Each line from the material with the word "آذری" in it must be copied.

--- Data to process Enclosed Below ---

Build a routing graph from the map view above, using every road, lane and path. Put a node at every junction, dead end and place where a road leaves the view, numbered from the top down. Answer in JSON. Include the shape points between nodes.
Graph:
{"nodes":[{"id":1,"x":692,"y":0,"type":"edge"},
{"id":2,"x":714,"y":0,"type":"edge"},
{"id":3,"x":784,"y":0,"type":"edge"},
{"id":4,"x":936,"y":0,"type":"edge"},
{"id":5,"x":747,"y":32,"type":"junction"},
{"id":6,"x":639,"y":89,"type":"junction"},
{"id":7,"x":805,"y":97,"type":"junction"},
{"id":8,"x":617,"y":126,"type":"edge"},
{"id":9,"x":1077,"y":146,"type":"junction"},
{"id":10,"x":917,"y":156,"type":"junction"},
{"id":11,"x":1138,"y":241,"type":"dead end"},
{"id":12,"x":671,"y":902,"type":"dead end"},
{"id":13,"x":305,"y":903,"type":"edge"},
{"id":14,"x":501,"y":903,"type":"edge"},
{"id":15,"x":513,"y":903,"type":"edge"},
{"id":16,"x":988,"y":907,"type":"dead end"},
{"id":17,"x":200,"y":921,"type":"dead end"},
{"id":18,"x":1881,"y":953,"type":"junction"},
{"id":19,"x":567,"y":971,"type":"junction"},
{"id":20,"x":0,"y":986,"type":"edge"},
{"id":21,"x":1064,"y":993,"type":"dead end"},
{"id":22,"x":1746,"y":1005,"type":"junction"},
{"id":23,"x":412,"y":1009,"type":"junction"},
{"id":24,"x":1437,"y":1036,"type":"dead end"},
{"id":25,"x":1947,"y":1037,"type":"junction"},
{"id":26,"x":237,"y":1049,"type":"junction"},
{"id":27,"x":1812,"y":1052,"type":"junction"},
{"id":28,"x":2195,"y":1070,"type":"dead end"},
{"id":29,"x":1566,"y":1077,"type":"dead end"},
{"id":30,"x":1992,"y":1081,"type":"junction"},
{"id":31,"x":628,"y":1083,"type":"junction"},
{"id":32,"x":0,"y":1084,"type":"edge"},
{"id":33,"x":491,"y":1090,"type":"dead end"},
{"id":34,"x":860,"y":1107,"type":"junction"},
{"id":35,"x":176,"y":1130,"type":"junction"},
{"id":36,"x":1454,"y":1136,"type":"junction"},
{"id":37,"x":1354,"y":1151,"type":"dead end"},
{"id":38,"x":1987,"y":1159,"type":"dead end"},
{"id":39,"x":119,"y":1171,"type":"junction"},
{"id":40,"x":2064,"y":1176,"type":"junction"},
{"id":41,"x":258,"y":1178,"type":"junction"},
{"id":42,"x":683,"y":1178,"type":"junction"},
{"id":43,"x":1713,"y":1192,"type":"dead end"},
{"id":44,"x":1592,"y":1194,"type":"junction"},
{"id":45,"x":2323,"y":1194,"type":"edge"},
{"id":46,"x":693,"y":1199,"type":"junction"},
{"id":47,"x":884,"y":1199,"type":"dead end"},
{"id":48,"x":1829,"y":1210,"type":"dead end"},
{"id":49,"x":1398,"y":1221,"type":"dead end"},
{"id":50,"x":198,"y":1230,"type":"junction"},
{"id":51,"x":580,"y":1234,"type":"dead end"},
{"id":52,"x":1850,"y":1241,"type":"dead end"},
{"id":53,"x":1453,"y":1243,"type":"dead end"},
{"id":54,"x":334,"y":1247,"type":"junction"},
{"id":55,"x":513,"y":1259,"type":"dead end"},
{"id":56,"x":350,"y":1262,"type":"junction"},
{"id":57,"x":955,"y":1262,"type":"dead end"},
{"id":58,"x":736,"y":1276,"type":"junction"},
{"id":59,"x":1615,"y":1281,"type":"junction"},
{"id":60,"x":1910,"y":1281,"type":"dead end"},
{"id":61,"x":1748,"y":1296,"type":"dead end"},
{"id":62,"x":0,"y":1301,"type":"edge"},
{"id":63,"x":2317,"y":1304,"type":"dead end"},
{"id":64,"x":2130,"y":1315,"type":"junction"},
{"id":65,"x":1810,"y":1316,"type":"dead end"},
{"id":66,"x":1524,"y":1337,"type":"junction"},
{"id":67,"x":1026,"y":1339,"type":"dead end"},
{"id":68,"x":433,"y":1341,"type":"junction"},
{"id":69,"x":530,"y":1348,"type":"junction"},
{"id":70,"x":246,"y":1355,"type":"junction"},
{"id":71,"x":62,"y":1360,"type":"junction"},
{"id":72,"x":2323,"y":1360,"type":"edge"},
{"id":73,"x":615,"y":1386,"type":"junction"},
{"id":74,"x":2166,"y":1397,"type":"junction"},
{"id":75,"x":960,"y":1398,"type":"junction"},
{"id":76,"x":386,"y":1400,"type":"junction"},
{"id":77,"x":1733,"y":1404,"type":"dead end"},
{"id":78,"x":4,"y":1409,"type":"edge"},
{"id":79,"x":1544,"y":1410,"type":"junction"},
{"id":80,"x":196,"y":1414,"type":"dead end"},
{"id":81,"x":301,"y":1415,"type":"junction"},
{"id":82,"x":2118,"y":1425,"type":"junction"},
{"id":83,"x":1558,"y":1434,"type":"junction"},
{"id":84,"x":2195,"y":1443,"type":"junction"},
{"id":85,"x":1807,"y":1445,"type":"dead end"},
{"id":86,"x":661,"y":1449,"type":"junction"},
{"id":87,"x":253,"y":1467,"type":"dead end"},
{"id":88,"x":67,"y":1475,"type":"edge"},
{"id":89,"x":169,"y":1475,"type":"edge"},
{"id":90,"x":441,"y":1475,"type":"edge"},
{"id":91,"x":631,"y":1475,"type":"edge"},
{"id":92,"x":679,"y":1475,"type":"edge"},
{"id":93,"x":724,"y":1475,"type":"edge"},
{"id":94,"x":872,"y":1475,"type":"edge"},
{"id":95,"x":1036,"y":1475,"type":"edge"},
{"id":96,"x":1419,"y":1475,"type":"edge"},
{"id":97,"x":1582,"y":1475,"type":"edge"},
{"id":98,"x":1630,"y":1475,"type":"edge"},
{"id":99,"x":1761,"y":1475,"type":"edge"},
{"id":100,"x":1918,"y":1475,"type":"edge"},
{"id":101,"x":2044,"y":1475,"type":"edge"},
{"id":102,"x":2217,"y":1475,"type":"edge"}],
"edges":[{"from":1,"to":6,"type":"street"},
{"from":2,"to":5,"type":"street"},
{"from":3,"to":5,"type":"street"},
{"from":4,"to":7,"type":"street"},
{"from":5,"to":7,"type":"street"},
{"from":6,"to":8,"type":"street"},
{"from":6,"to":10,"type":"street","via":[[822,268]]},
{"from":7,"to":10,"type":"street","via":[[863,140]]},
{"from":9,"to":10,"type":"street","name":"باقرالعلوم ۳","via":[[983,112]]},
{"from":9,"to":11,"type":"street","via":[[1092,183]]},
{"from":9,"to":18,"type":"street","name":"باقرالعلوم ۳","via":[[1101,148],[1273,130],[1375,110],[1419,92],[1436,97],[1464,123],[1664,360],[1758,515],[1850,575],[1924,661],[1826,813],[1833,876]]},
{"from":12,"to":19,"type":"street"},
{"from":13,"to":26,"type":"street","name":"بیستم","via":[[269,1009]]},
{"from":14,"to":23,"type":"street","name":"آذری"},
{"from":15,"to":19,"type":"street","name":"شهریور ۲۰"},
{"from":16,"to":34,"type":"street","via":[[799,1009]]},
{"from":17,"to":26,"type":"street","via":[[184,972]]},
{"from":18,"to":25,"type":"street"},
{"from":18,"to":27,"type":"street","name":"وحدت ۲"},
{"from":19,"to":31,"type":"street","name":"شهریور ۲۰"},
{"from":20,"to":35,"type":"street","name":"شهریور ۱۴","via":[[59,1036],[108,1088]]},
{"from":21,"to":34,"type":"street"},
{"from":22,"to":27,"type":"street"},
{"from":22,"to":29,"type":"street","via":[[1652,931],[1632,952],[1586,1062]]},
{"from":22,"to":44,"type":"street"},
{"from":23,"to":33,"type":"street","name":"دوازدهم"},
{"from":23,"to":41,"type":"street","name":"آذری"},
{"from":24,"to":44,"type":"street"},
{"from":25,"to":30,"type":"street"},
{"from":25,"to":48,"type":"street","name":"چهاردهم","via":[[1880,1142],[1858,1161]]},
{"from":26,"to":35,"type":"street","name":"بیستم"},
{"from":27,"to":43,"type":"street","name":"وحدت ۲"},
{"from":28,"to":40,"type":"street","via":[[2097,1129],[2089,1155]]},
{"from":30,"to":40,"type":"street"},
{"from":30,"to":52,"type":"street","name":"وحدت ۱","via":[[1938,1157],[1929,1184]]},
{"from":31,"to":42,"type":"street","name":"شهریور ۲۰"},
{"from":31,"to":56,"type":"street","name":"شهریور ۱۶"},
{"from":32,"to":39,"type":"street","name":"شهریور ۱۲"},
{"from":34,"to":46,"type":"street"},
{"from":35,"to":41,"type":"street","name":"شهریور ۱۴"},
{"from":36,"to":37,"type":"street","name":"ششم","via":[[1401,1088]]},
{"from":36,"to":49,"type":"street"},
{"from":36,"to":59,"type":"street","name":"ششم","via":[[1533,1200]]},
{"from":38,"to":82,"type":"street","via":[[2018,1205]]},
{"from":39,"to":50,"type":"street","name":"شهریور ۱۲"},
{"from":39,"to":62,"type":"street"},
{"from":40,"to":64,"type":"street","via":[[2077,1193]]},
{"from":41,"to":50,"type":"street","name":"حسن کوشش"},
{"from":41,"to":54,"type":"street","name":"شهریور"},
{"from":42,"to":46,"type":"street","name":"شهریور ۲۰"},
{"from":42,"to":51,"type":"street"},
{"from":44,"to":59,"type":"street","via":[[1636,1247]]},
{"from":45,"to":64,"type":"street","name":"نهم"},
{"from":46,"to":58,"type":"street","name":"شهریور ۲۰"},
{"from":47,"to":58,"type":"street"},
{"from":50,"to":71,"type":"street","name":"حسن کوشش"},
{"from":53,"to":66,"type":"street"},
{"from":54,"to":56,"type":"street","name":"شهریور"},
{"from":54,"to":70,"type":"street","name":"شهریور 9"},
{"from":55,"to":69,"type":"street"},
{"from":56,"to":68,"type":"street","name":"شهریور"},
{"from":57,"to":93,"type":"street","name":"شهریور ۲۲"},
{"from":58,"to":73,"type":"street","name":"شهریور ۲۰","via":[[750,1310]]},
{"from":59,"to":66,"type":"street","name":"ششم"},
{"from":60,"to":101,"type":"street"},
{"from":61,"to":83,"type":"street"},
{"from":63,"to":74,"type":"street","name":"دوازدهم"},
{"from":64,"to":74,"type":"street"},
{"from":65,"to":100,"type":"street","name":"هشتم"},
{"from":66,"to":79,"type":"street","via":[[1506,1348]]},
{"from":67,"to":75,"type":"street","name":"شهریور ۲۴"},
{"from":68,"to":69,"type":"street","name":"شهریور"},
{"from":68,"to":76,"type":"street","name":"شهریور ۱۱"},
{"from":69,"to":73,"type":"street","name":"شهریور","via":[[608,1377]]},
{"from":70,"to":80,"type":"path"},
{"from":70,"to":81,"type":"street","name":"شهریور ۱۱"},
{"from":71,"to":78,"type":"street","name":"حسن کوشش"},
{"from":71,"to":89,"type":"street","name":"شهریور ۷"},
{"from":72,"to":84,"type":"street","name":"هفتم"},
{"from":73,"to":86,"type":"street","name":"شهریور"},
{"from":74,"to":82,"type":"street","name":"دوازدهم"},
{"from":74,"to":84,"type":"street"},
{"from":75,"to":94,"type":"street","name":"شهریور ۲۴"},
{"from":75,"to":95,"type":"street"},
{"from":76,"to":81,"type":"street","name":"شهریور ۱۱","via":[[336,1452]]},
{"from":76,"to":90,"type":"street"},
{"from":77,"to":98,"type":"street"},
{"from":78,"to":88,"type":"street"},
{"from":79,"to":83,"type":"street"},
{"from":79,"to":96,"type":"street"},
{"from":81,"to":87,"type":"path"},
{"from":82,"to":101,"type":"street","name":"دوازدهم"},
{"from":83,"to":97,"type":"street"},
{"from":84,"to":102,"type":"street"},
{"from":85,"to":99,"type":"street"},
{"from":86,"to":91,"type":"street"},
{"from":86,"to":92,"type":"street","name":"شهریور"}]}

--- End of Enclosed Data to process ---

- _Written answer_
{"from":14,"to":23,"type":"street","name":"آذری"},
{"from":23,"to":41,"type":"street","name":"آذری"},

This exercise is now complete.